Que de choses pour un lieu où, un temps, j’ai acheté yaourts ou Michoko ! Ces caramels enrobés de chocolat consolent de beaucoup de choses (les yaourts moins). Évoquant les Michoko, nous voici déjà au Japon. Et dire que nous n’avons pas quitté le quartier Saint-Nicolas ! Ce dernier est patron des petits enfants, surtout au moment de Noël. Et patron, parfois, dit-on, des marins. Nous voici déjà à l’Armada pour laquelle ce sera ici ma seule contribution. A une rencontre de quartier à qui je disais que je n’irais pas déambuler voir des bateaux déjà vus et revus, celle-ci me répondit : moi, oui, pour les marins. Je vous épargne son air rêveur.

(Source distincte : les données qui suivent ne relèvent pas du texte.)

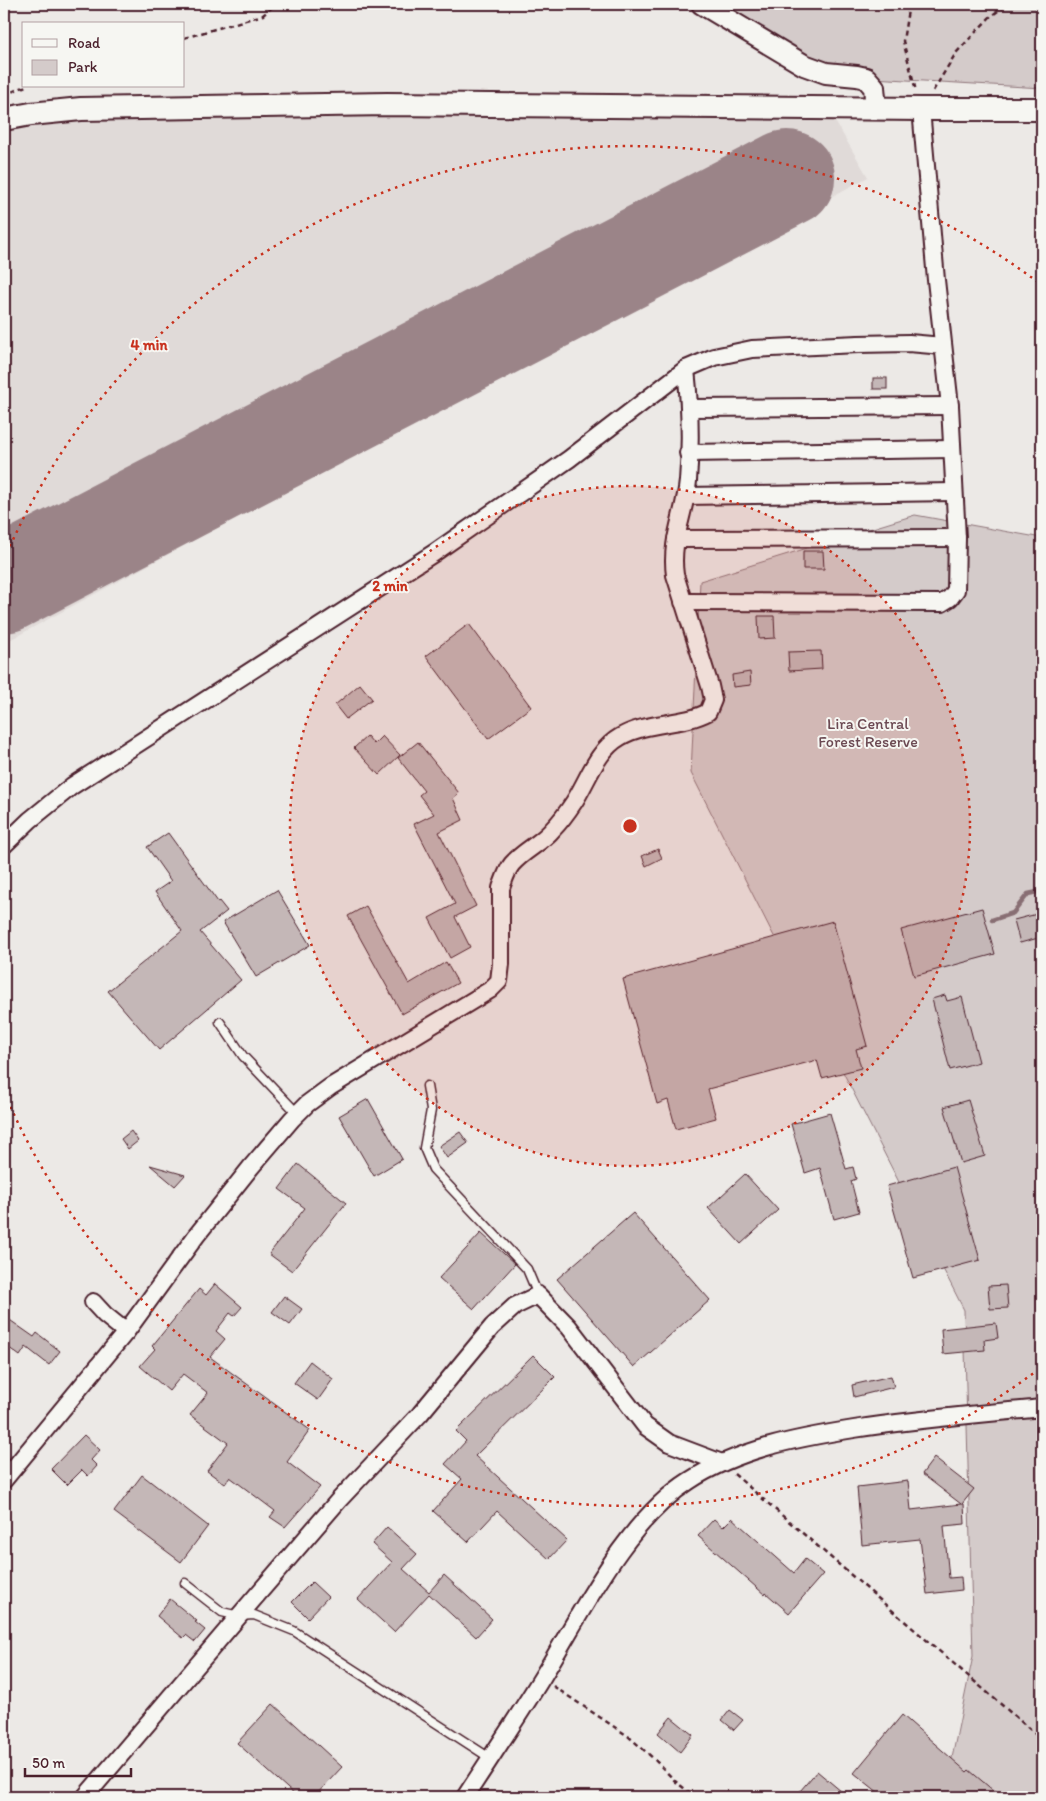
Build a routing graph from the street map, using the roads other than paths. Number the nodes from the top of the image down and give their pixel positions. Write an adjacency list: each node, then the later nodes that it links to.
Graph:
1 (702, 4): 2 (street)
2 (876, 109): 4 (main road); 5 (main road)
3 (1042, 109): 4 (main road)
4 (922, 110): 6 (street)
5 (4, 119)
6 (943, 346): 7 (street); 8 (street)
7 (686, 369): 9 (street); 17 (street)
8 (950, 406): 9 (street); 10 (street)
9 (690, 408): 11 (street)
10 (952, 449): 11 (street); 12 (street)
11 (688, 453): 13 (street)
12 (954, 492): 13 (street); 14 (street)
13 (686, 496): 15 (street)
14 (957, 538): 15 (street); 16 (street)
15 (676, 540): 16 (street)
16 (683, 602): 20 (street)
17 (4, 845)
18 (220, 1022): 20 (lane)
19 (427, 1086): 21 (lane)
20 (298, 1114): 23 (street)
21 (538, 1296): 25 (street); 28 (street)
22 (93, 1302): 23 (street)
23 (126, 1332): 26 (street)
24 (1042, 1408): 25 (street)
25 (722, 1463): 29 (street)
26 (4, 1480)
27 (185, 1583): 28 (lane)
28 (239, 1616): 29 (lane); 30 (street)
29 (490, 1758): 31 (street)
30 (85, 1797)
31 (465, 1797)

Grand bien lui fasse. Cet âge lui passera. Viendra celui où il ne lui restera que les Michoko. Lesquels, à force, deviennent un peu écœurants et surtout collent aux dents. Devenu vieux, il faut se méfier des caramels. Et des marins, des petits enfants, et de ce qui s’ensuit. En revanche, il n’y a rien à craindre des épiciers arabes et des yaourts qu’ils s’efforcent de vendre. Leurs neutralités sont à toutes épreuves. Quoique.

De façon permanente, le patron du Soleil de Berkane, dormait. Assis devant la boutique, il paraissait toujours assoupi. Vous fallait-il de la crème Mont-Blanc ou de savoir s’il avait des lames de rasoir de dépannage, qu’on avait l’impression de le réveiller. De l’éveiller ? Il se levait alors avec pesanteur et consentait à vous servir. Encore le faisait-il avec toute l’indifférence et la hauteur d’un sultan en l’absence de son grand vizir. Derrière sa caisse enregistreuse, sa façon de mettre vos achats dans un sac plastique, vous délivrait un message subliminal : Mécréant, moi descendant d’Ibn Ouassoul, je pourrais te faire trancher la tête par mes eunuques.

Et vous rentriez chez vous, pas plus fier. Mais voilà, comme les Michoko, la crème Mont-Blanc console de tout. Ou presque. Des Gentils comme des Méchants. Irai-je jamais visiter Berkane où il n’y a rien ? A moins que mon épicier y soit reparti ? Qu’il y dort encore. Ou toujours ? D’un sommeil éternel, dans les bras d’Ahmed Aberkane dit Le Noir, tout ça au Paradis des Croyants, où tout est douceurs et effluves sucrées ? C’est le moins qu’on puisse lui souhaiter.

Alors que, voilà, nous, il faut continuer. Printemps morose, Armada tapageuse, Impressionnisme lassant… et faire semblant d’y croire. Même de s’en féliciter ! Quelle vie ! C’est à ne pas croire ! Allez, encore un Michoko ? Oui, mais un dernier.